YOUR TASK »
Go through the records and copy each line where the word "PARK" occurs.

Data extracted from a collection:
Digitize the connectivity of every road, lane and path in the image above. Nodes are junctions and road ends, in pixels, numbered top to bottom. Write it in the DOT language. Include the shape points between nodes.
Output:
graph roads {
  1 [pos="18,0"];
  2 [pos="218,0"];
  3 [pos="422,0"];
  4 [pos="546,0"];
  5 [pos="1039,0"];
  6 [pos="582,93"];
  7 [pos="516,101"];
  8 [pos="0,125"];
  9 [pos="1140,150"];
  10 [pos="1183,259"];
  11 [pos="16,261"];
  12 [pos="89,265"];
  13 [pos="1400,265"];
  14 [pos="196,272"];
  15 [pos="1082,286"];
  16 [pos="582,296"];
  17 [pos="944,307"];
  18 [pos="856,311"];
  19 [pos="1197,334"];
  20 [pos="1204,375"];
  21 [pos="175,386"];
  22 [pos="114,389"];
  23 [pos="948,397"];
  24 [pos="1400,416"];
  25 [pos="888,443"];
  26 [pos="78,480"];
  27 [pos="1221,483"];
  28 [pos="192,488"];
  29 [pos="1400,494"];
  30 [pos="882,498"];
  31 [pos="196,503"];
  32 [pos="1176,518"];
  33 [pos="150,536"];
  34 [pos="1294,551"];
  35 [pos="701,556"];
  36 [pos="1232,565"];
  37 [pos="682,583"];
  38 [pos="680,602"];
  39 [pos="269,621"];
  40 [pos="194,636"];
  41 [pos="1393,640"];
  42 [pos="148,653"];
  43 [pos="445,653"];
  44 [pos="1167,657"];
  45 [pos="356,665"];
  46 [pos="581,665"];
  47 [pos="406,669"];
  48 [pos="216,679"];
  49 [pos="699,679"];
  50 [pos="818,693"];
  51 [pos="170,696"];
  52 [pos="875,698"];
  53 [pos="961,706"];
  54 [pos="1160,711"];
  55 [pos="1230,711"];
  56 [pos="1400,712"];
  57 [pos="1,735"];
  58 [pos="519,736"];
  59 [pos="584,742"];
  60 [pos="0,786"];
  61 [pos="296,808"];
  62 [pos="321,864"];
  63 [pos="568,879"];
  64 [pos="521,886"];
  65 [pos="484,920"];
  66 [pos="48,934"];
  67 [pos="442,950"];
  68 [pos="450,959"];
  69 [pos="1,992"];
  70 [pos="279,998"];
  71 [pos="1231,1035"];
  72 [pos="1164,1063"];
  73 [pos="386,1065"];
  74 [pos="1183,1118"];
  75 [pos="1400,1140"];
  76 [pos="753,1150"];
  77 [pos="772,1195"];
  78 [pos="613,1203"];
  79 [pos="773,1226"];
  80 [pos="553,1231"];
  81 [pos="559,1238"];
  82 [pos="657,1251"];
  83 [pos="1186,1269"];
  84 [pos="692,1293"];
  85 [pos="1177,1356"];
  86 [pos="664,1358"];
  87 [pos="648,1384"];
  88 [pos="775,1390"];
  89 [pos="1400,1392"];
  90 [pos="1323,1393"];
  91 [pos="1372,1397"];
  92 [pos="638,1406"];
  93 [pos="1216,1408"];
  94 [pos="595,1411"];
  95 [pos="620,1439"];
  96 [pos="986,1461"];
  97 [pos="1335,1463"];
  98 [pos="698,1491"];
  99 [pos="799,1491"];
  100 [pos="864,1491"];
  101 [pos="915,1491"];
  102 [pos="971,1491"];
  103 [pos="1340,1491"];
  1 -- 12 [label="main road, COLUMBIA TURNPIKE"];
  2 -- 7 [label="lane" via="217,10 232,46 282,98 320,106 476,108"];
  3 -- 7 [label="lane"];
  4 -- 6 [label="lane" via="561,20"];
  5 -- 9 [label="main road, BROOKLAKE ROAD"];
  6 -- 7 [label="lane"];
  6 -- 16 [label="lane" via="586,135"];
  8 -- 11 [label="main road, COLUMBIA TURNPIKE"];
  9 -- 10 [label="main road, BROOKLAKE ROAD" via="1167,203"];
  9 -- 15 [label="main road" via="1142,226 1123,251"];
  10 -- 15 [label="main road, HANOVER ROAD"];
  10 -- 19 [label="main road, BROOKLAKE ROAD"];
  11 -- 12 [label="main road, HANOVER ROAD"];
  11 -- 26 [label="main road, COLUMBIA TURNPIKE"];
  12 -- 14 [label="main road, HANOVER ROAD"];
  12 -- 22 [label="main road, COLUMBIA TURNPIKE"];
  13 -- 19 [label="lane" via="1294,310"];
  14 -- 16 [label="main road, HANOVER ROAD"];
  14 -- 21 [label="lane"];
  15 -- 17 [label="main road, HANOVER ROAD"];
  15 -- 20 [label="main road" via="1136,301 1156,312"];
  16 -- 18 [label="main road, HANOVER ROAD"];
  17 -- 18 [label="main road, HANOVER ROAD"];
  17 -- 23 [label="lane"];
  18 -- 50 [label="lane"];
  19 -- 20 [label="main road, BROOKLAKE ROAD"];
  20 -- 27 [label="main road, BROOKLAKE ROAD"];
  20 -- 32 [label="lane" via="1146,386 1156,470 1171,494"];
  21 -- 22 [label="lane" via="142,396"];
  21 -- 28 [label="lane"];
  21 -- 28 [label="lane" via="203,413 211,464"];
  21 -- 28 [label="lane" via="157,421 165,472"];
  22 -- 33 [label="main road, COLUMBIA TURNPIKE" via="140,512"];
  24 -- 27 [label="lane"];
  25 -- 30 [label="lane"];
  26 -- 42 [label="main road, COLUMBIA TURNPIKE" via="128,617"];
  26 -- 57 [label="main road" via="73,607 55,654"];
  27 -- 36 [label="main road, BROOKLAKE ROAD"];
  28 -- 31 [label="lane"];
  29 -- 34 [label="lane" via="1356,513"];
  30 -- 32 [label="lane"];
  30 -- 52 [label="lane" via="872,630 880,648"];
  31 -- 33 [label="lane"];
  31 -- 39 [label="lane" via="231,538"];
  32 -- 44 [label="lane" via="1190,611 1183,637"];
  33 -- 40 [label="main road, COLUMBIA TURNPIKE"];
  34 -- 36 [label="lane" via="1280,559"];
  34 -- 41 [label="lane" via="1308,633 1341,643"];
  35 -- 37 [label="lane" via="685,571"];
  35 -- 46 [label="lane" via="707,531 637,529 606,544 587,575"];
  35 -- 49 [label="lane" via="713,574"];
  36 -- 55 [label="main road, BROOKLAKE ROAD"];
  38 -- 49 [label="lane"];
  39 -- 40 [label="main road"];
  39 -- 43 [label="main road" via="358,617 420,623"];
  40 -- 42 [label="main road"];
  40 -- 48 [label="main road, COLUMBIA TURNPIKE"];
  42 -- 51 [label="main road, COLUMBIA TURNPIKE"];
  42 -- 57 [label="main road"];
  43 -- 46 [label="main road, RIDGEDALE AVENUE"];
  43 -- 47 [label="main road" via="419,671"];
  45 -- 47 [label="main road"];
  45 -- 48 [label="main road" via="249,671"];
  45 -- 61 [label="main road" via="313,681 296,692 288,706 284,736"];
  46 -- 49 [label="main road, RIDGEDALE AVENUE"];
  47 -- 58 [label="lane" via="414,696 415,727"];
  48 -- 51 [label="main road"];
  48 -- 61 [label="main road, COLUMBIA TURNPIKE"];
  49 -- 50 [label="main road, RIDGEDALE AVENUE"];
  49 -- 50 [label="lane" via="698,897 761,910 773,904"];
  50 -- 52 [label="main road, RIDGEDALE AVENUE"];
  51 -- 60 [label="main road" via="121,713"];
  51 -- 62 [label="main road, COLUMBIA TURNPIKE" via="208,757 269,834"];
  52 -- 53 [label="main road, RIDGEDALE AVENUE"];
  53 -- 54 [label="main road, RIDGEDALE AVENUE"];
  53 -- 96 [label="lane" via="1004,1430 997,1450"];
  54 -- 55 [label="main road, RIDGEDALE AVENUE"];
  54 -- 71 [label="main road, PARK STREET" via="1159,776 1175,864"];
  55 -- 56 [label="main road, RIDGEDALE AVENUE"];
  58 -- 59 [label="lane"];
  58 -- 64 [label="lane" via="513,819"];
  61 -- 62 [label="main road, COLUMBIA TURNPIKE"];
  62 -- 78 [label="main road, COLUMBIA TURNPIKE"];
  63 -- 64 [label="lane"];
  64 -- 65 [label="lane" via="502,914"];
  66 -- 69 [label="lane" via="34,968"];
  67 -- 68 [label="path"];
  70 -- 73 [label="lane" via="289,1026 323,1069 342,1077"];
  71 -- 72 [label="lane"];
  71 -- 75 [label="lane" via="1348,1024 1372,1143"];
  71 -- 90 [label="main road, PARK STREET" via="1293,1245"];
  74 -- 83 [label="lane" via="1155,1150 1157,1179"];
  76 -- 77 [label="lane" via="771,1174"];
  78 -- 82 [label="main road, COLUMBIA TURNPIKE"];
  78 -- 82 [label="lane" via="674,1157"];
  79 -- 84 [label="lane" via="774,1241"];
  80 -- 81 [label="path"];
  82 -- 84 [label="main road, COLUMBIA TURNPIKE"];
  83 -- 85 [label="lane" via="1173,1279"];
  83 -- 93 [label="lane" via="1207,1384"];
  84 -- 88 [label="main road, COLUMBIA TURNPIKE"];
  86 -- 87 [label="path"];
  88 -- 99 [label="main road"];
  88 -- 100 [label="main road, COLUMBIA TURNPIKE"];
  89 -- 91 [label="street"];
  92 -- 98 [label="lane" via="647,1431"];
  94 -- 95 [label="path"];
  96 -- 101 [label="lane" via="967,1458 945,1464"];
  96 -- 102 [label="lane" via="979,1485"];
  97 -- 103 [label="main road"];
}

REPLY »
  54 -- 71 [label="main road, PARK STREET" via="1159,776 1175,864"];
  71 -- 90 [label="main road, PARK STREET" via="1293,1245"];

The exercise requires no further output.